Given data:
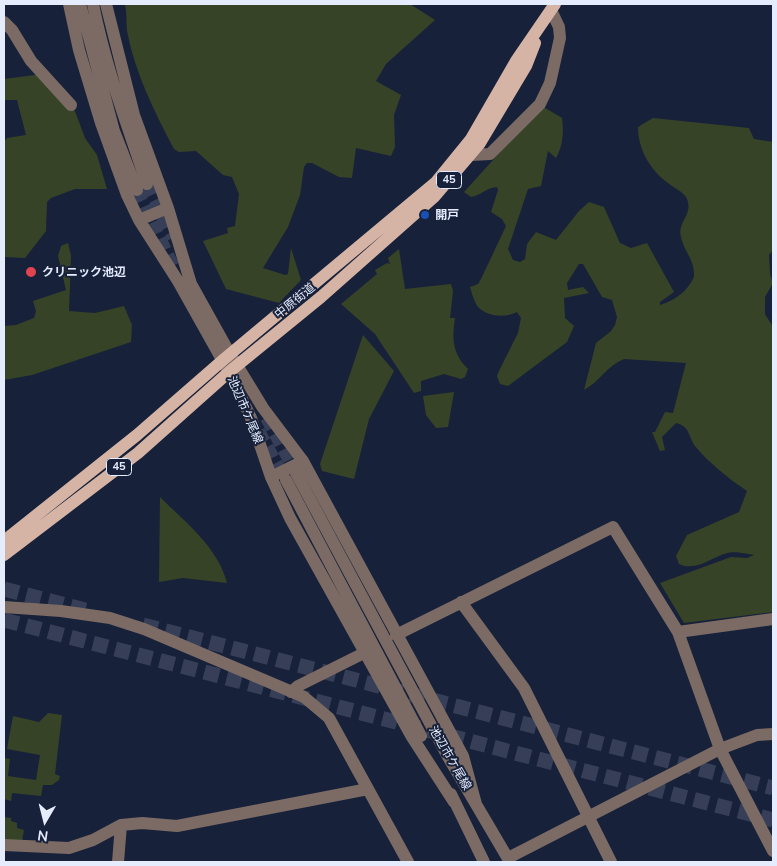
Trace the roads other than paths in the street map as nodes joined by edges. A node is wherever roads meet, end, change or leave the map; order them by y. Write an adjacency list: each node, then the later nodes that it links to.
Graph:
1 (69, 4): 10 (street, 池辺市ケ尾線)
2 (80, 4): 3 (street)
3 (93, 4)
4 (106, 4): 9 (street, 池辺市ケ尾線)
5 (551, 10): 8 (main road, 中原街道 / 45); 8 (street); 11 (main road, 中原街道 / 45)
6 (4, 22): 7 (street)
7 (71, 104)
8 (471, 154): 12 (main road, 中原街道 / 45)
9 (168, 208): 10 (street); 11 (street, 池辺市ケ尾線)
10 (139, 220): 11 (street, 池辺市ケ尾線)
11 (226, 357): 12 (street, 池辺市ケ尾線); 15 (main road, 中原街道 / 45)
12 (233, 369): 13 (street, 池辺市ケ尾線); 14 (street, 池辺市ケ尾線); 16 (main road, 中原街道 / 45)
13 (303, 461): 14 (street); 21 (street, 池辺市ケ尾線)
14 (271, 477): 22 (street, 池辺市ケ尾線)
15 (4, 541)
16 (4, 555)
17 (461, 602): 20 (street); 21 (street); 29 (street)
18 (4, 607): 23 (street)
19 (773, 619): 20 (street)
20 (678, 632): 25 (street)
21 (396, 635): 28 (street, 池辺市ケ尾線)
22 (366, 652): 23 (street); 27 (street, 池辺市ケ尾線)
23 (291, 692): 26 (street)
24 (773, 734): 25 (street)
25 (720, 749): 29 (street); 32 (street)
26 (368, 789): 30 (street); 35 (street)
27 (454, 802): 28 (street, 池辺市ケ尾線); 36 (street, 池辺市ケ尾線)
28 (476, 804): 33 (street, 池辺市ケ尾線)
29 (588, 817): 33 (street); 37 (street)
30 (121, 825): 31 (street); 34 (street)
31 (4, 846)
32 (773, 852)
33 (509, 860)
34 (118, 862)
35 (408, 862)
36 (484, 862)
37 (611, 862)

Work instructions: Whenever a line of the material above contains the string "main", copy that line out.

Solved problem:
5 (551, 10): 8 (main road, 中原街道 / 45); 8 (street); 11 (main road, 中原街道 / 45)
8 (471, 154): 12 (main road, 中原街道 / 45)
11 (226, 357): 12 (street, 池辺市ケ尾線); 15 (main road, 中原街道 / 45)
12 (233, 369): 13 (street, 池辺市ケ尾線); 14 (street, 池辺市ケ尾線); 16 (main road, 中原街道 / 45)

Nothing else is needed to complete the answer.